» **WORK TO BE COMPLETED**
Which of the lines in the data mention the string "points"? List them all.

» **PROVIDED RECORDS**
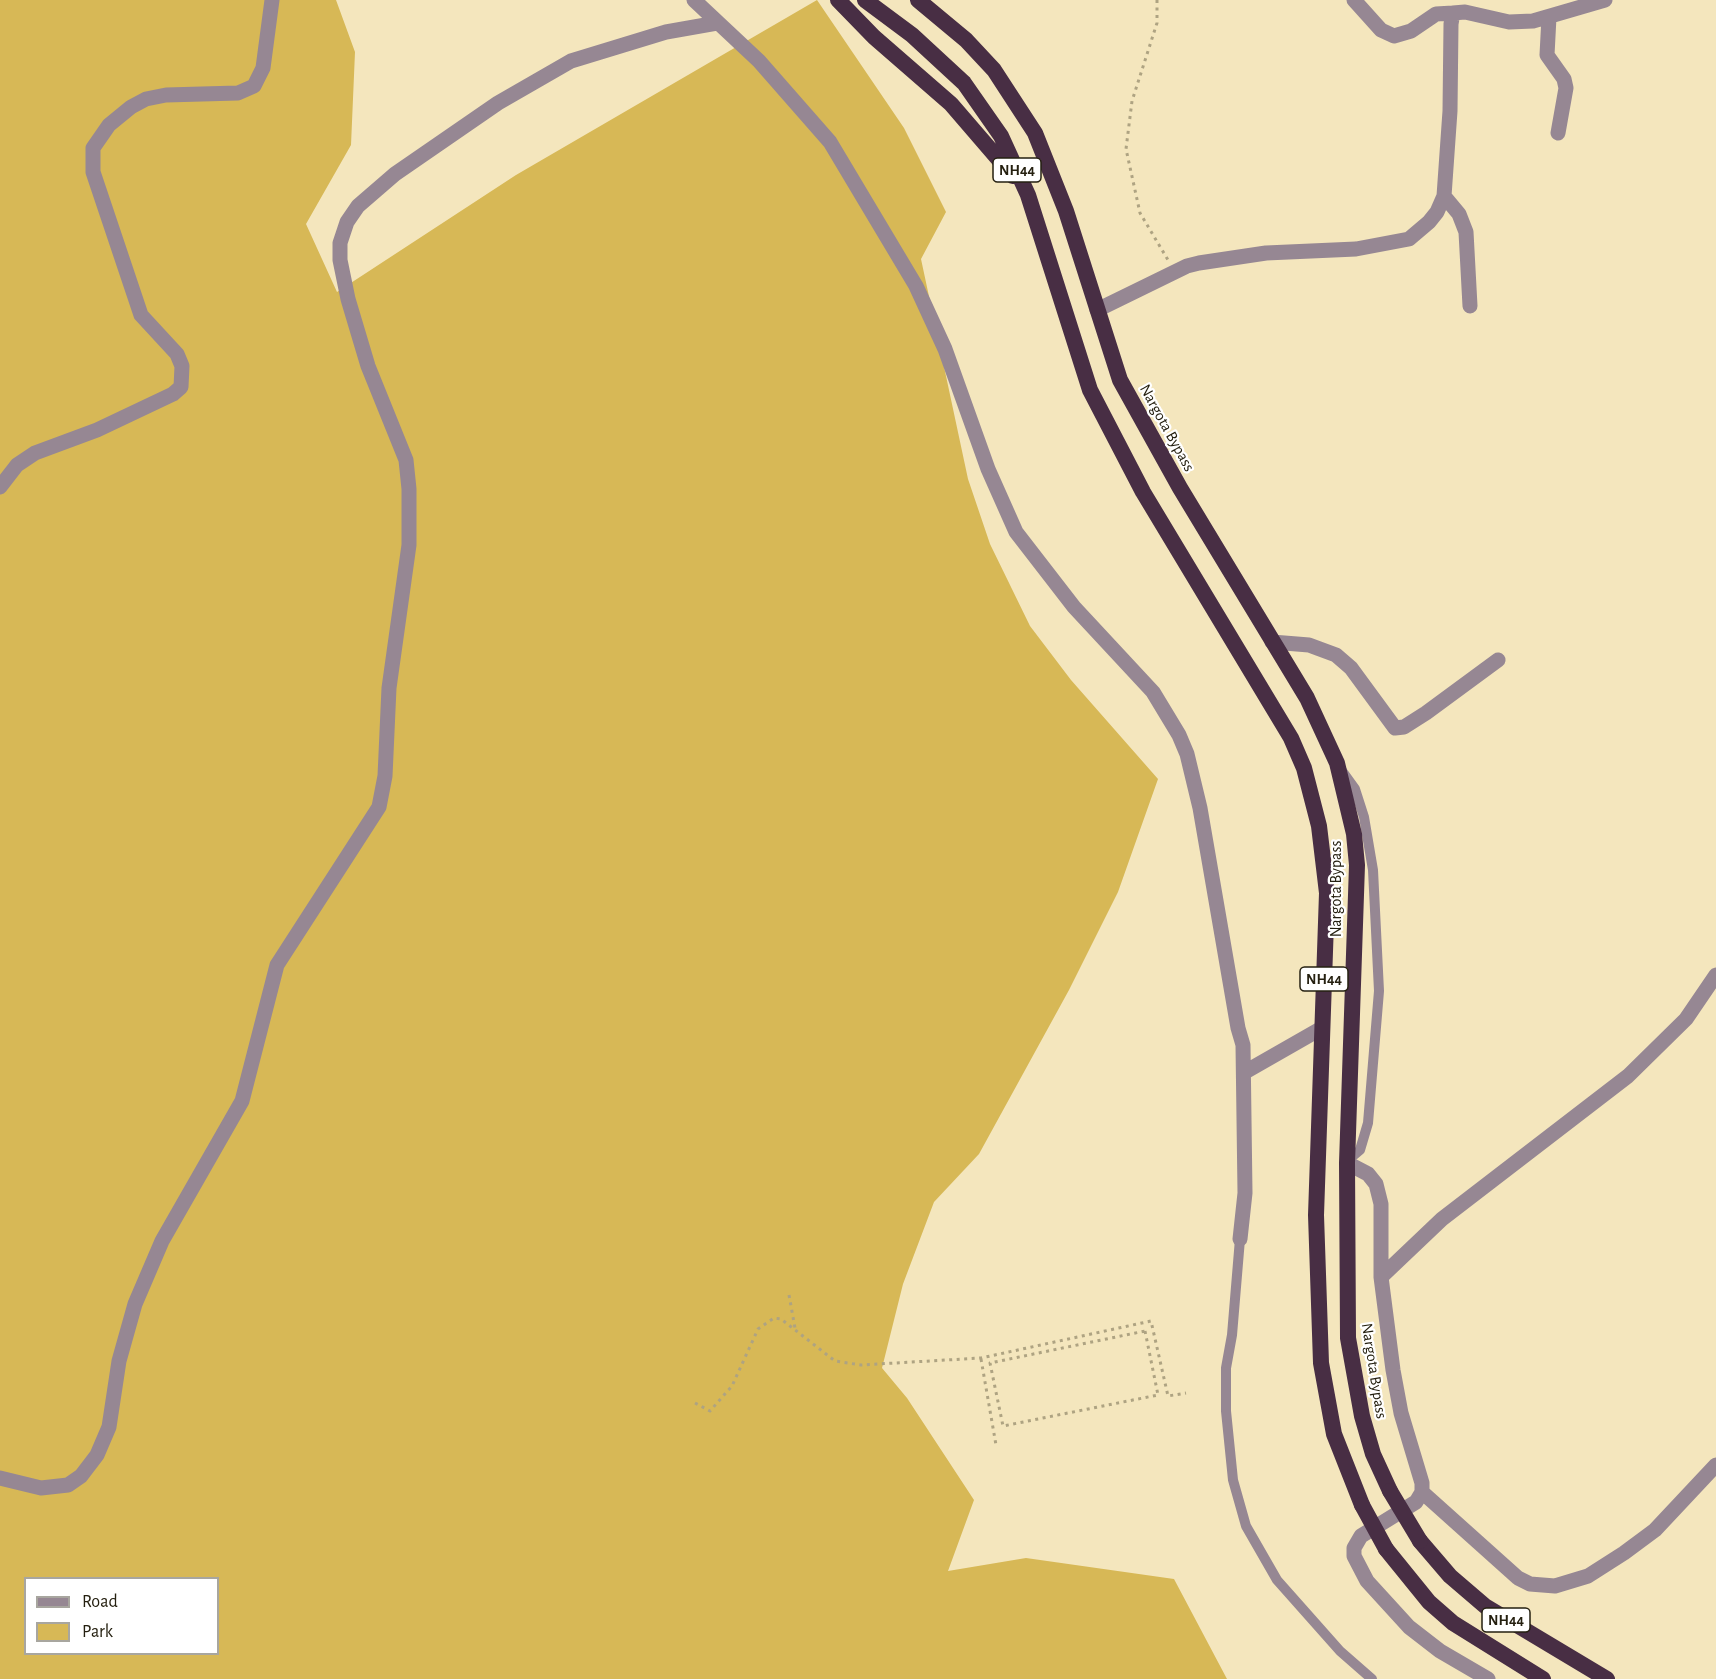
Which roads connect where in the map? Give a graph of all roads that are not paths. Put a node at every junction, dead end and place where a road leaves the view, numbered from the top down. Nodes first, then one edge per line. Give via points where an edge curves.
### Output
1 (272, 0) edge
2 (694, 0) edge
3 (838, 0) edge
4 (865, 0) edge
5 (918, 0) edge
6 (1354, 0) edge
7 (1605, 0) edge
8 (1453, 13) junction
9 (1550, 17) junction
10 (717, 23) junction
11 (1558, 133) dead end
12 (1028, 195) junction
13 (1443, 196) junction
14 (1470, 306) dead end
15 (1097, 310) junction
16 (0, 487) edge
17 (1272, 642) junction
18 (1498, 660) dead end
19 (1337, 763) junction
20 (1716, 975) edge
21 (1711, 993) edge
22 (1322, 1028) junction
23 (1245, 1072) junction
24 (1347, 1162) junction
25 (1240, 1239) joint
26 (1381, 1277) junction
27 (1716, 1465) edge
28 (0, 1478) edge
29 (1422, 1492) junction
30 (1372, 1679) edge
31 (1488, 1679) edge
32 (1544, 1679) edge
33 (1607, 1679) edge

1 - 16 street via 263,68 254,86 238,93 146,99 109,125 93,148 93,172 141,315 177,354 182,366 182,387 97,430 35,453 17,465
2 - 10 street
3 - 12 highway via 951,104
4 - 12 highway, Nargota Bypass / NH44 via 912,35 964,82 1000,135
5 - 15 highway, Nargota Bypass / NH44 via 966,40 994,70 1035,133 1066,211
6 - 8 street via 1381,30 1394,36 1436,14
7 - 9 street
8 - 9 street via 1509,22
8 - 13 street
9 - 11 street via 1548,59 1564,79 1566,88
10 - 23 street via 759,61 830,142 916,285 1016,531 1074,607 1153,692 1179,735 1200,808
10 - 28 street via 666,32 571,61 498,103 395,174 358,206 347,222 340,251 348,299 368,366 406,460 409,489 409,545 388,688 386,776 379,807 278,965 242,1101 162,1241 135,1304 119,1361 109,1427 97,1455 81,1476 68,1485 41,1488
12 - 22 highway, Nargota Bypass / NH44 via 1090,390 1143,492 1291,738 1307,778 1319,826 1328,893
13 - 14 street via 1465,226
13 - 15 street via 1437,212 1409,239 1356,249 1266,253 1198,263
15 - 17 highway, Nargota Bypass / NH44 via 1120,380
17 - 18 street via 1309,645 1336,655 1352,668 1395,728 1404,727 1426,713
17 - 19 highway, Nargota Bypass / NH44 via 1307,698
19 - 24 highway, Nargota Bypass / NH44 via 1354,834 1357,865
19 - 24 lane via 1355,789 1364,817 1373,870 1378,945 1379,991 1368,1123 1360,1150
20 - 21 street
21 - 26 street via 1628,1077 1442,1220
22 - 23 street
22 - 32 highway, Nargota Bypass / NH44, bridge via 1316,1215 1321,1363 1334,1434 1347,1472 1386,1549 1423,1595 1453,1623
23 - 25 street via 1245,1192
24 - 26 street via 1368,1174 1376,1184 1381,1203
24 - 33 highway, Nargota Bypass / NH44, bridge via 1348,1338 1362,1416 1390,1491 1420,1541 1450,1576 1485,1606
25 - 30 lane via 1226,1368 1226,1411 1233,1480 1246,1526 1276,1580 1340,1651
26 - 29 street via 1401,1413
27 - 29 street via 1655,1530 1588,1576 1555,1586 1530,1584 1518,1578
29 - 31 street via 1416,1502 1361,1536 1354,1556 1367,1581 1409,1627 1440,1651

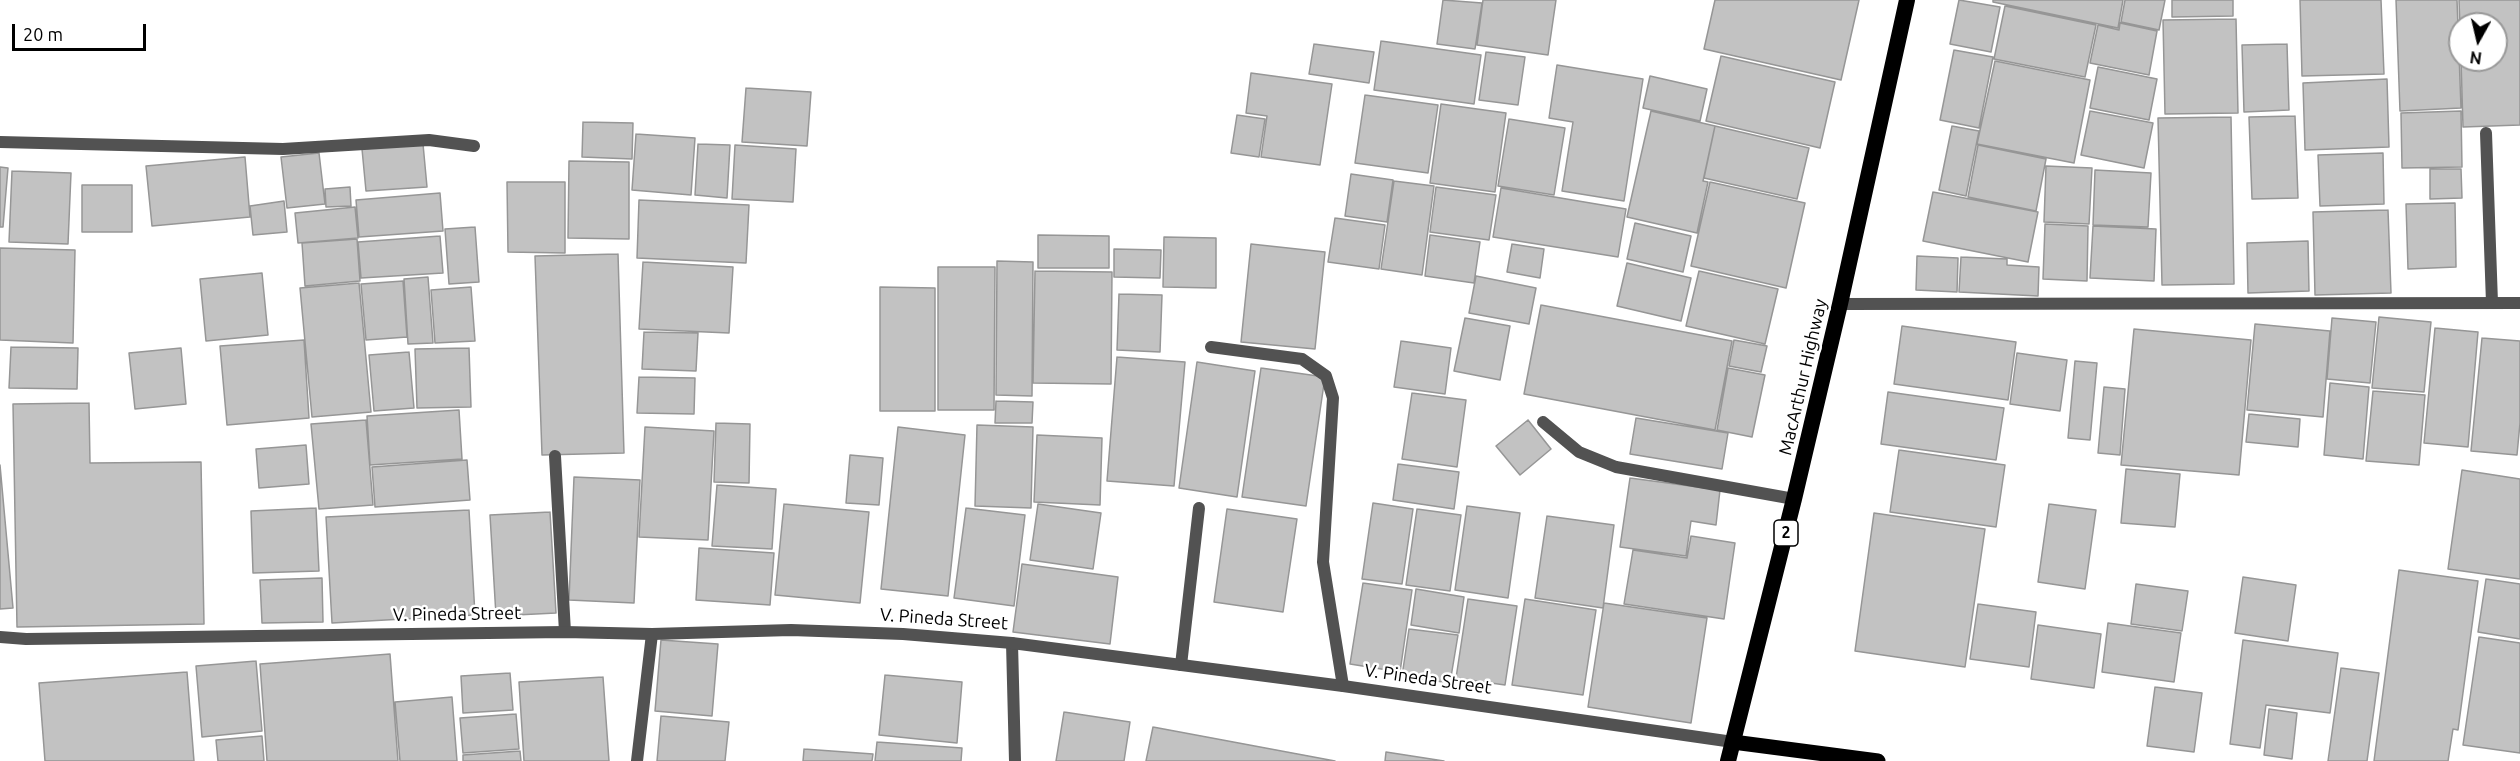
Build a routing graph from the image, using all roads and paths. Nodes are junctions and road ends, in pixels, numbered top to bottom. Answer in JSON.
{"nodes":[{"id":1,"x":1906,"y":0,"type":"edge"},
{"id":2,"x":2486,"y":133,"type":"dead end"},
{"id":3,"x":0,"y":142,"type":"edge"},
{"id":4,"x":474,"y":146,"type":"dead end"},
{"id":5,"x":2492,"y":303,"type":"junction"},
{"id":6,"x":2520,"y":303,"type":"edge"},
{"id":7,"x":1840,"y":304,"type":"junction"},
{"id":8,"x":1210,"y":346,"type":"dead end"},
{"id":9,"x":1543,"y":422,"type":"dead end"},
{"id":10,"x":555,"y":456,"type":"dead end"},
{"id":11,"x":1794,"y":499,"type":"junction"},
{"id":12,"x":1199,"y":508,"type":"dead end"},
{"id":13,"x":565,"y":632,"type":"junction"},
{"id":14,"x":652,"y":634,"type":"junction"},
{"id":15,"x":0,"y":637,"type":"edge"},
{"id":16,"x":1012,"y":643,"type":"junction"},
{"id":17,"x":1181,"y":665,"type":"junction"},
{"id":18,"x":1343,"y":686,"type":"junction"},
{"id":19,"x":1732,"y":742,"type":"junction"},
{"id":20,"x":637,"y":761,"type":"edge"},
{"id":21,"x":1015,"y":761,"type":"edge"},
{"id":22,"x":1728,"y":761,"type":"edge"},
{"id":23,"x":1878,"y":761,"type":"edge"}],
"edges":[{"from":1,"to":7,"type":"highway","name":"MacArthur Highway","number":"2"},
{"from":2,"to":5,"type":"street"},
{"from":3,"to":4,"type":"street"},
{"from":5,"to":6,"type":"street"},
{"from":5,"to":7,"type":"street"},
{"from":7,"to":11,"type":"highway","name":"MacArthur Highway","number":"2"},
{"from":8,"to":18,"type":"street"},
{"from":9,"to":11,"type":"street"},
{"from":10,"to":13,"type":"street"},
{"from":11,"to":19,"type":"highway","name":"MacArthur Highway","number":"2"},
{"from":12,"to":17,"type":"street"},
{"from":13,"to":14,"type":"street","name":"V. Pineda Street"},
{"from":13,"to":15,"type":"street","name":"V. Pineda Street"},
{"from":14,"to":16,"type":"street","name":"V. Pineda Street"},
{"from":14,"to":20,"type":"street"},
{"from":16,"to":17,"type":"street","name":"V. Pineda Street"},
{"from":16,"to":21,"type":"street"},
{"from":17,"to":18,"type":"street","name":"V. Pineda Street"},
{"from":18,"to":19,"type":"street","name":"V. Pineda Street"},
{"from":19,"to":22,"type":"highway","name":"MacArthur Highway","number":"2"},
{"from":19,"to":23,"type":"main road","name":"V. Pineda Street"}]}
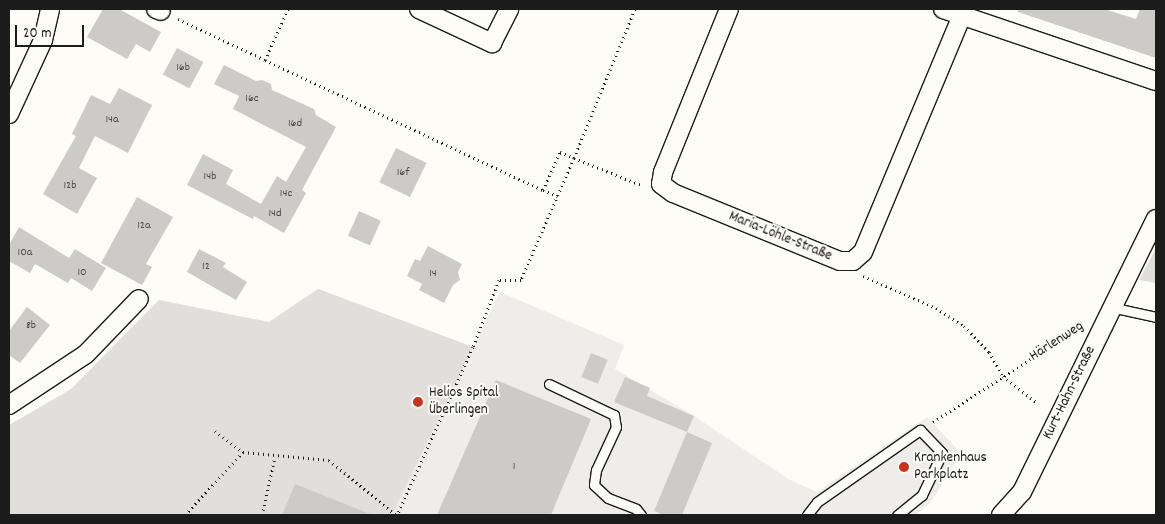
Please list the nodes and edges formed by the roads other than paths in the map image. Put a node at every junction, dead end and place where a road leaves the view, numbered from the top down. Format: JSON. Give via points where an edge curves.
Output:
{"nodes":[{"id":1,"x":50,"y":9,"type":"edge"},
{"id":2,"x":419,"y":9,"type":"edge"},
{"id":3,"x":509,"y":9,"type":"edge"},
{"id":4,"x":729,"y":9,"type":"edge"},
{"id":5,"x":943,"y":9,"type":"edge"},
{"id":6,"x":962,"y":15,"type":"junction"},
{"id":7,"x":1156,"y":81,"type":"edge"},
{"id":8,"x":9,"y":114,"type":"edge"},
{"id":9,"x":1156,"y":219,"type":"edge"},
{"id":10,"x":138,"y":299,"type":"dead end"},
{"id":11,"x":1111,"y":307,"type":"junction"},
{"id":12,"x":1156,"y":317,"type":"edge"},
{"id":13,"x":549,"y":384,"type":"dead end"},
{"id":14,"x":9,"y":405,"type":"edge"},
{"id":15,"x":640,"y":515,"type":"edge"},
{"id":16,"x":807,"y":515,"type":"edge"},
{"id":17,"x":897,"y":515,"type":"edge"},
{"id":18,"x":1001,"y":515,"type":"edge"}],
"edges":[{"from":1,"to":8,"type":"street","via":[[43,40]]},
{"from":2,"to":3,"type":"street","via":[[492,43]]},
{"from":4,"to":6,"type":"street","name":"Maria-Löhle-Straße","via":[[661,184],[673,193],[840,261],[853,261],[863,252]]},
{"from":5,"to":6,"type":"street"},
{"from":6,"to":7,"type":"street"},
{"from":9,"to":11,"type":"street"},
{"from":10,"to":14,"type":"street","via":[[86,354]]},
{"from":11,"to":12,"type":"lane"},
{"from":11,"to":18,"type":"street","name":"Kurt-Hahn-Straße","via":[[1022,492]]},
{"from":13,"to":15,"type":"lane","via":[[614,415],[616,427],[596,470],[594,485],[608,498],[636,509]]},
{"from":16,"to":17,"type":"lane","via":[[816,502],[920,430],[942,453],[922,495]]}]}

» **WRITTEN ANSWER**
Which roads connect where in the map? Give a graph of all roads that are not paths. Put a node at every junction, dead end and place where a road leaves the view, numbered from the top down. Nodes first, then one edge per line. Give via points where an edge curves.
Please list the nodes and edges formed by the roads other than paths in the map image. Put a node at every junction, dead end and place where a road leaves the view, numbered from the top down. Format: JSON. Give via points where an edge curves.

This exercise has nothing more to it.